Availability is another issue. There was a fall in the percentage of parents with children aged 0 to 4 years who felt that the number of local childcare places was ‘about right’, from 46% in 2021 to 41% in 2022.  There was also an increase in the percentage of parents of children aged 0 to 4 years old who felt there were not enough childcare places, up from 28% in 2021 to 34% in 2022.  There was a similar increase in the percentage of parents with children aged 0 to 14 years who had problems finding flexible childcare.  A quarter (25%) of parents of children aged 0 to 14 years reported problems with finding childcare flexible enough to meet their needs, a rise from 21% in 2021.

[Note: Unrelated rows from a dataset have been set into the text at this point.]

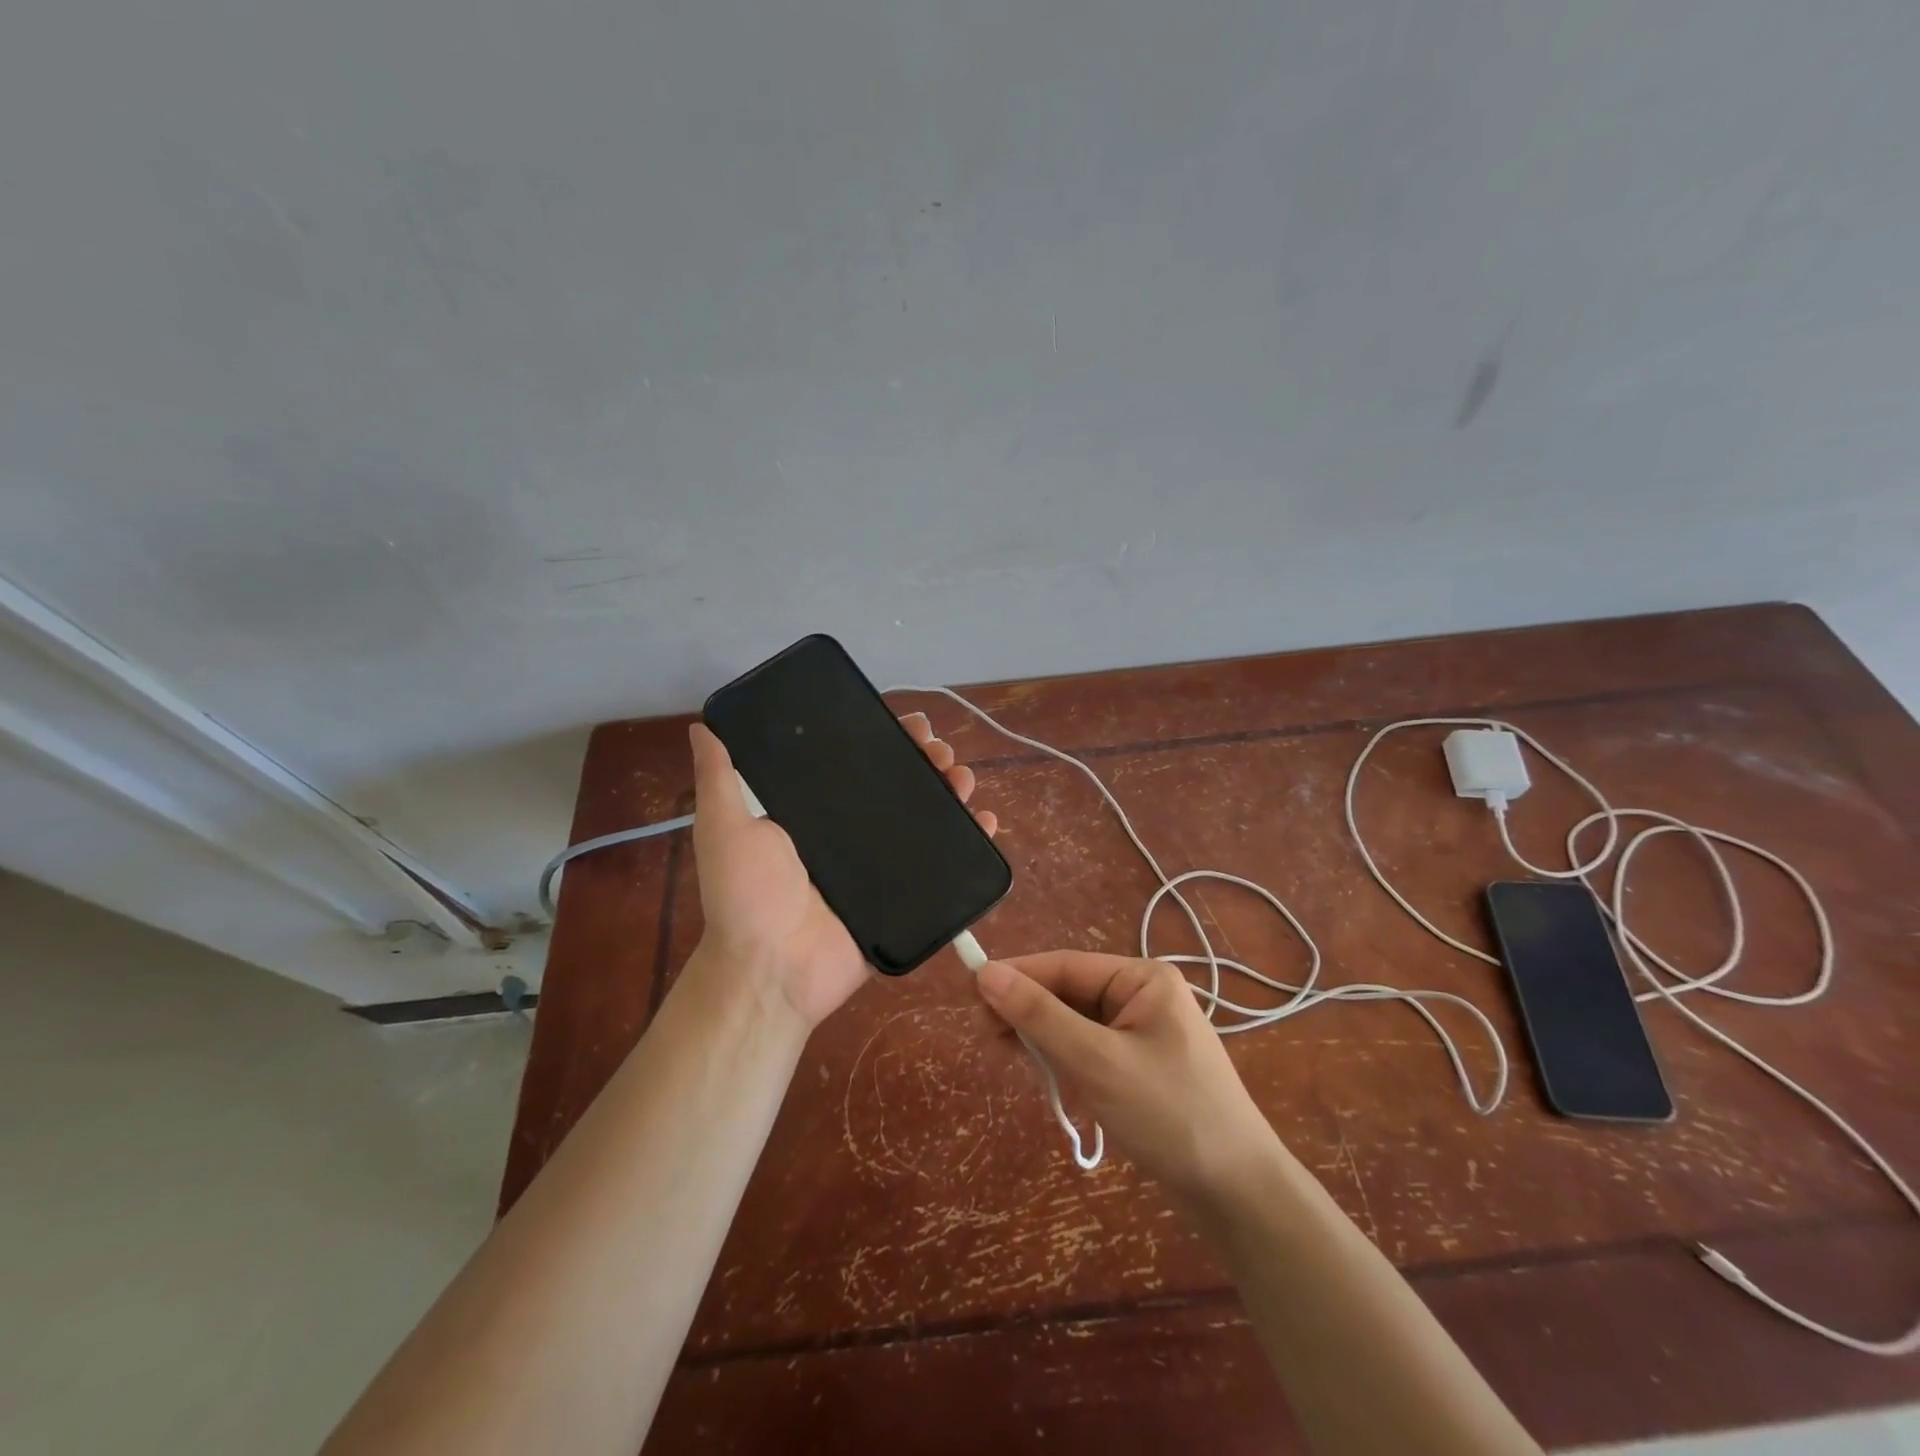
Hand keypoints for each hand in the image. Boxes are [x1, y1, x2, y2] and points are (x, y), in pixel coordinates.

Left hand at [687, 714, 996, 1030]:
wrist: (772, 970)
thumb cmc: (747, 896)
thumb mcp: (725, 828)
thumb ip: (719, 778)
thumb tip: (704, 724)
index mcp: (817, 813)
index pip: (858, 764)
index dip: (886, 740)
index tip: (908, 722)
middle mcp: (853, 834)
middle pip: (900, 787)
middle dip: (927, 761)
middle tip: (941, 751)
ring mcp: (882, 866)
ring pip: (927, 819)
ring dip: (952, 792)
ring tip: (963, 778)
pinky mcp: (904, 896)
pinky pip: (943, 865)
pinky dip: (970, 841)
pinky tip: (985, 821)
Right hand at [974, 952, 1279, 1203]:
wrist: (1239, 1195)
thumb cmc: (1169, 1114)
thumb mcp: (1096, 1061)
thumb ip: (1040, 1016)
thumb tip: (986, 974)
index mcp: (1142, 979)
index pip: (1066, 966)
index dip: (1017, 975)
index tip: (970, 990)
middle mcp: (1144, 996)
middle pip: (1070, 992)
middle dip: (1028, 1011)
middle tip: (983, 1034)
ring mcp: (1145, 1033)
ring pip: (1076, 1023)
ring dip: (1042, 1037)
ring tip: (1003, 1053)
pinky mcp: (1141, 1067)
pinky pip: (1090, 1049)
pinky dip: (1064, 1060)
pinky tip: (1044, 1076)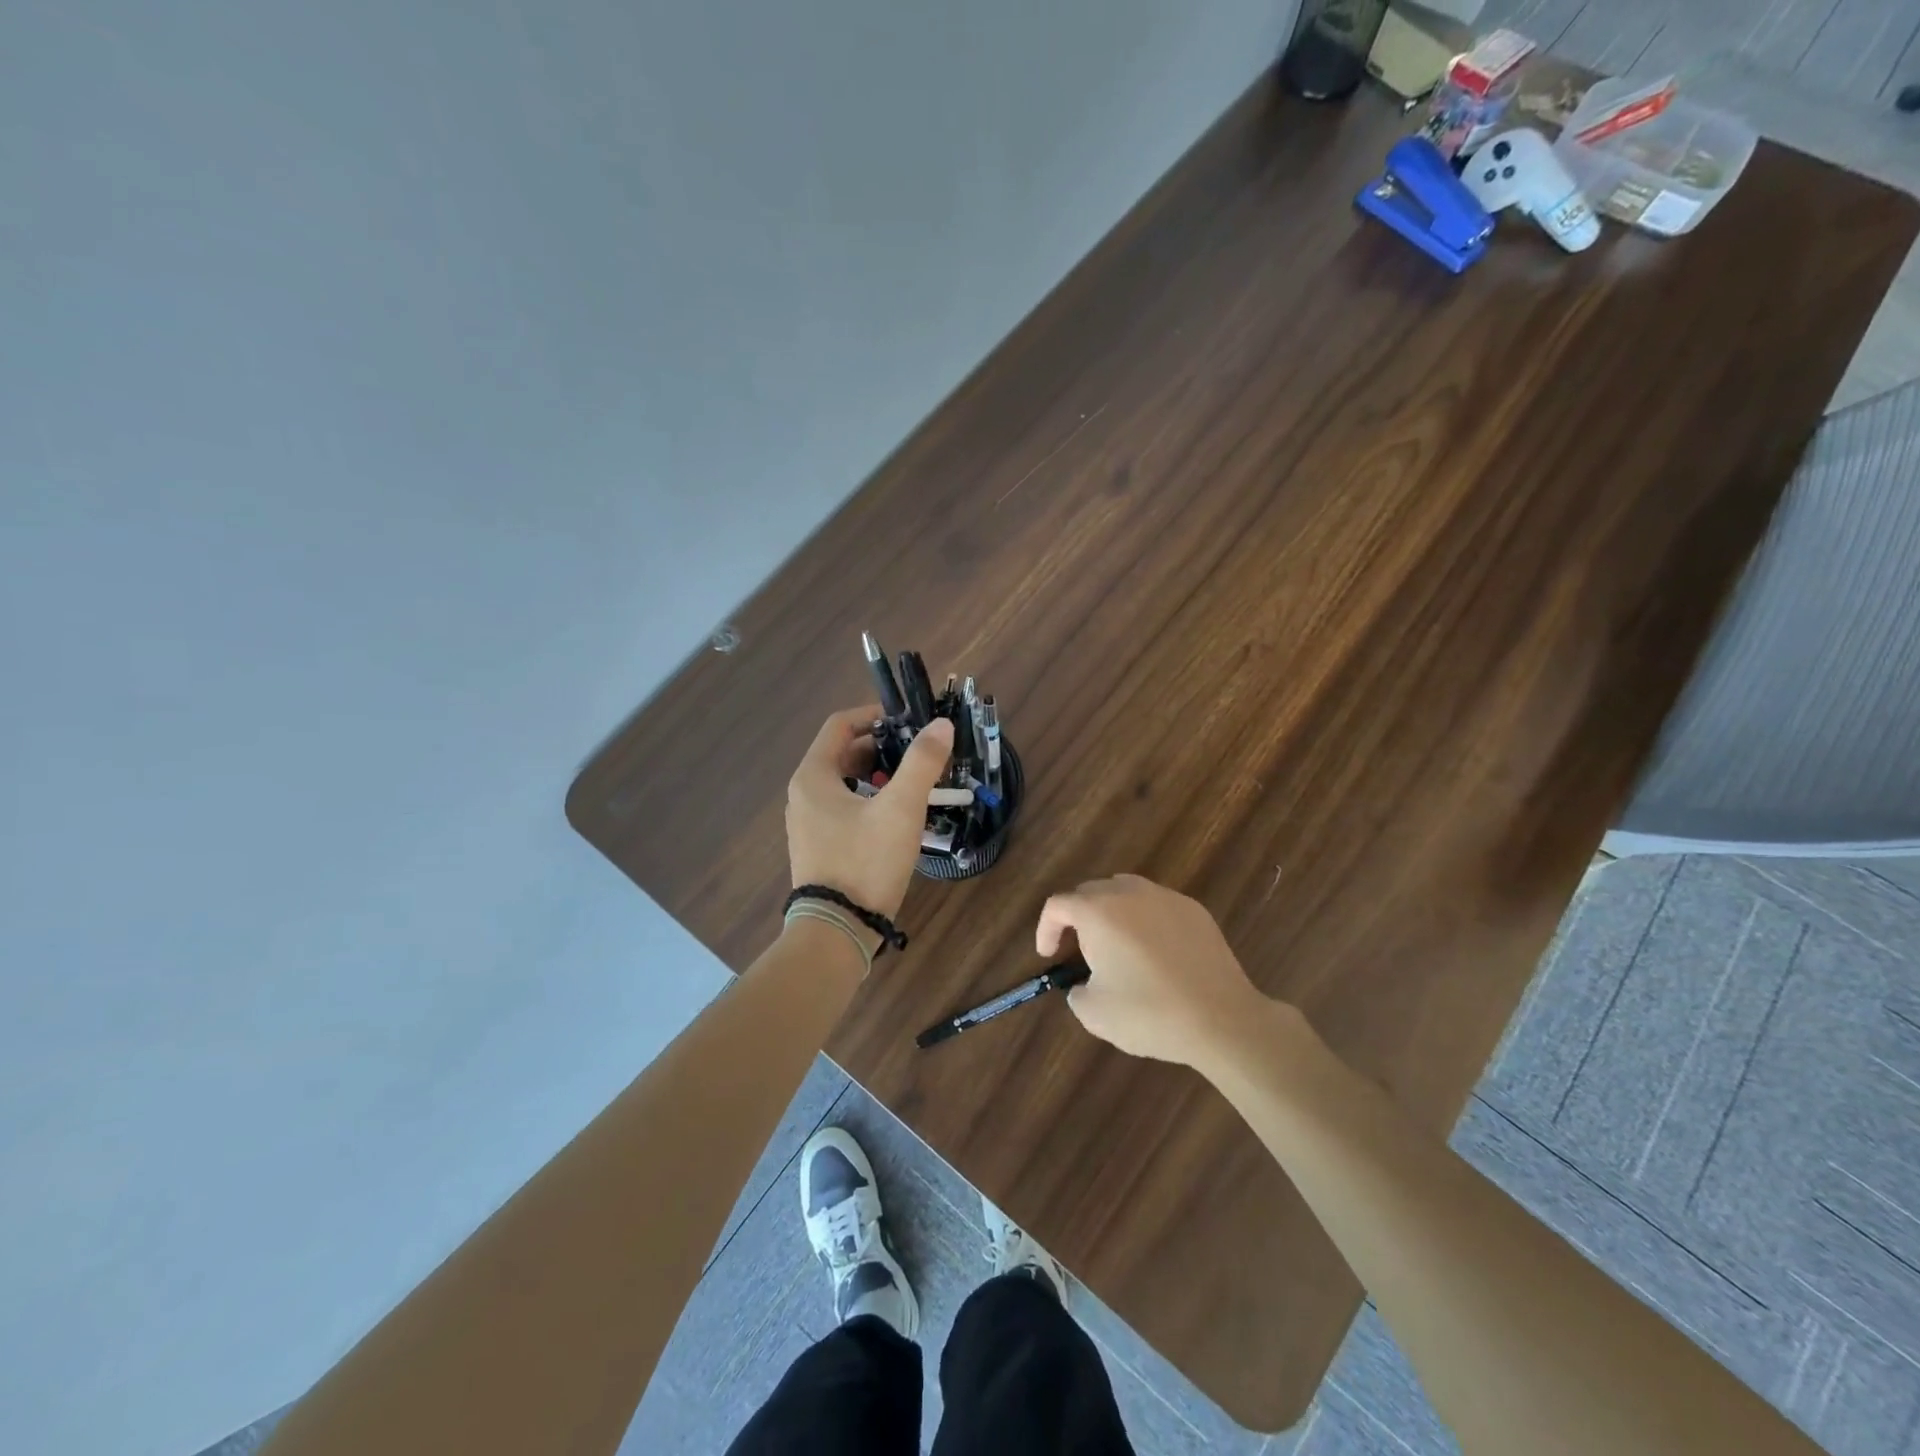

Nevertheless, more mums are working, up 10% from 2010, and more mums are now working full time. In 2010, 25% of all mothers were working full time, but by 2022 this had almost doubled to 41%.  In 2010, 38% of mothers were working part time, but by 2022 this had decreased to 32%.

However, there was a decrease in the percentage of working mothers who reported that having reliable childcare helped them go to work.  In 2022, 38% of working mothers of 0 to 14 year olds said that having reliable childcare helped them go to work, a decrease from 42% in 2021. So what are they doing? Many seem to be relying on relatives. 62% of parents of pre-school children said they had relatives to help with childcare. Just eight per cent of working mothers said the 30 ‘free’ hours for three and four year olds helped the work, with that number only rising to 36% for those with children of that age.

The number of mums who work part time who said they would move full time work if there were on barriers fell from 17% in 2021 to 12% in 2022. Just under half (49%) of non-working mothers said that if they could arrange good quality childcare that was convenient, reliable and affordable, they would prefer to go out to work.

Neil Leitch, CEO of the Early Years Alliance, said: “Today’s survey results show exactly what happens when you leave a sector underfunded and inadequately supported.

“Not only are almost a third of families with pre-school aged children struggling with early years costs, but 34% said there were not enough childcare and early years places. We know that nurseries, pre-schools and childminders doing all they can to both keep costs down for parents and provide flexible places, but when faced with years of underfunding and an ever-worsening recruitment and retention crisis, it is fast becoming an impossible task.

“What’s more, the fact only 60% of mothers with children under four said having reliable childcare helped them to work is deeply concerning, especially when considering the upcoming expansion of the 30-hour-offer. If the system is not working now, adding more hours while continuing to underfund providers is clearly only going to make the situation much worse.”